Preventing Flaky Tests With A Custom RuboCop Rule

In this blog post, I will talk about how I found and fixed a flaky test in our RSpec test suite, and how I wrote a custom RuboCop rule to prevent it from happening again.

DocSpring uses Stripe to handle credit card processing. We have a large test suite that covers lots of different billing flows and edge cases. We use Stripe's billing customer portal, which allows customers to update their credit card details and view invoices. Stripe hosts this portal for us, so we don't have to build all of this functionality ourselves.

I wrote an integration test that makes sure we can generate a link to this billing portal page. This test was "flaky", which means that it was randomly failing from time to time. Flaky tests can be really annoying, especially when they only fail once every few weeks. It's very difficult to fix something if you don't know how to make it happen consistently.

I figured out that this test failure was order-dependent, which means that it was only failing whenever another test ran before it. We run our RSpec tests in a random order, which helps us find issues like this. The problem was happening because we use the stripe-ruby-mock gem to mock requests to Stripe's API. This mocking behavior is enabled by calling StripeMock.start, and turned off by calling StripeMock.stop As you might have guessed by now, we had a test that wasn't tidying up after itself by calling StripeMock.stop.

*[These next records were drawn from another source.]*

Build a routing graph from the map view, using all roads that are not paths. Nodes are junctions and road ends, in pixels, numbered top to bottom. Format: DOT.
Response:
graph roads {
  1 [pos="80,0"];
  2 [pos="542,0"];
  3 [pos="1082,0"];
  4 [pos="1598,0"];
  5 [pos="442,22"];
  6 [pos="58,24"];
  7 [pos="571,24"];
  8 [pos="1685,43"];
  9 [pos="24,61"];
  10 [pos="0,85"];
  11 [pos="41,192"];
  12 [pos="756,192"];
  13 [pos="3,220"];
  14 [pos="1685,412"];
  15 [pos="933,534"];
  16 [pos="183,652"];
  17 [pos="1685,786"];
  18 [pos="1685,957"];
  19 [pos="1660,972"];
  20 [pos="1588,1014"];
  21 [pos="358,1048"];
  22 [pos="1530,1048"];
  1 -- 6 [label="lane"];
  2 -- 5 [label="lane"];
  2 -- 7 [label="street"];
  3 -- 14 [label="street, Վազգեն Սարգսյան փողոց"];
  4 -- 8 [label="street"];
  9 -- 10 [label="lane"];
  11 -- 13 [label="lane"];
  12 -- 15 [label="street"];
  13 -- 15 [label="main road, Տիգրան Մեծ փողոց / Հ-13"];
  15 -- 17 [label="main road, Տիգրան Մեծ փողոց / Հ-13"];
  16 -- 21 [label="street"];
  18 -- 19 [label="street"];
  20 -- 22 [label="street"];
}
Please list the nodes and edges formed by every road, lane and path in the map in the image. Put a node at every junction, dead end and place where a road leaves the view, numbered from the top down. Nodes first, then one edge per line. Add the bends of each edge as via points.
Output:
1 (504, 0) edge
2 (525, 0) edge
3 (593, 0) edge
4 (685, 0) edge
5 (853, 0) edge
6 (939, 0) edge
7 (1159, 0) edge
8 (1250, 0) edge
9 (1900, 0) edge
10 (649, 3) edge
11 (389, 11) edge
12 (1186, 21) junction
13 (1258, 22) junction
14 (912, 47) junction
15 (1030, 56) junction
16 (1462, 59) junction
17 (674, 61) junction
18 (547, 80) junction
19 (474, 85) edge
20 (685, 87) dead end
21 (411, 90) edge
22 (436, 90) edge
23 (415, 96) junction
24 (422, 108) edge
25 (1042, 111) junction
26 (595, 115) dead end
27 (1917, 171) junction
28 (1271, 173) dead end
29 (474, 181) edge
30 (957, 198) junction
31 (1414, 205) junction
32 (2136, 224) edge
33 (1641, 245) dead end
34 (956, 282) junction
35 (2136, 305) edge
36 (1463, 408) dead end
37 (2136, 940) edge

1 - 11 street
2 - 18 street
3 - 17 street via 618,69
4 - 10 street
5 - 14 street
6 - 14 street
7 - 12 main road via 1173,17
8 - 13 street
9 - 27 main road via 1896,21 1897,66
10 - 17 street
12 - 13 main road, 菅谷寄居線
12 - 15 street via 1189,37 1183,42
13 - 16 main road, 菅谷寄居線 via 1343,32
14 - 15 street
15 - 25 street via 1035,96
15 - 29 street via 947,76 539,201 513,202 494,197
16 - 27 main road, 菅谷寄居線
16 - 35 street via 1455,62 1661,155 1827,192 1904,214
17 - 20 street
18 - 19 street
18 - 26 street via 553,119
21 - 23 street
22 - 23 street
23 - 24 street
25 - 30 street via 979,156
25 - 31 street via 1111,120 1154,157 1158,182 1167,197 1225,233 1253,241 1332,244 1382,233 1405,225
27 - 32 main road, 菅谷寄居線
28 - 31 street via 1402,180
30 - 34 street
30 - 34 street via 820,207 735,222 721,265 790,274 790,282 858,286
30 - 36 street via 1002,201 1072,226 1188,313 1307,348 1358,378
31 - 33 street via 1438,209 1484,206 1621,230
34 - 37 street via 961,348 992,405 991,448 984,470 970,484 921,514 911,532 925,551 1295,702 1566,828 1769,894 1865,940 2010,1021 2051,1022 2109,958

The stripe-ruby-mock docs suggest using it like this:

describe MyApp do
  let(:stripe_helper) { StripeMock.create_test_helper }
  before { StripeMock.start }
  after { StripeMock.stop }

I had started with this approach, but it looks like I had accidentally moved the StripeMock.stop call into a nested block. This means that only some of the tests in this spec file were calling StripeMock.stop. If we got unlucky and tests were run in a different order, we'd end up with StripeMock enabled for the rest of our test suite. This didn't actually cause too many problems, apart from this one billing portal test. This test makes a live request to Stripe's API, which we record/replay using VCR.

If you look at our test failure logs in CircleCI above, you'll notice StripeMock complaining that it doesn't know about the post /v1/billing_portal/sessions API endpoint. This is how I figured out the issue, because I realized that StripeMock shouldn't have been running at all.

The solution was to make sure that our tests always call StripeMock.stop whenever they call StripeMock.start. But maybe there's a better way to do this, instead of using separate before and after blocks?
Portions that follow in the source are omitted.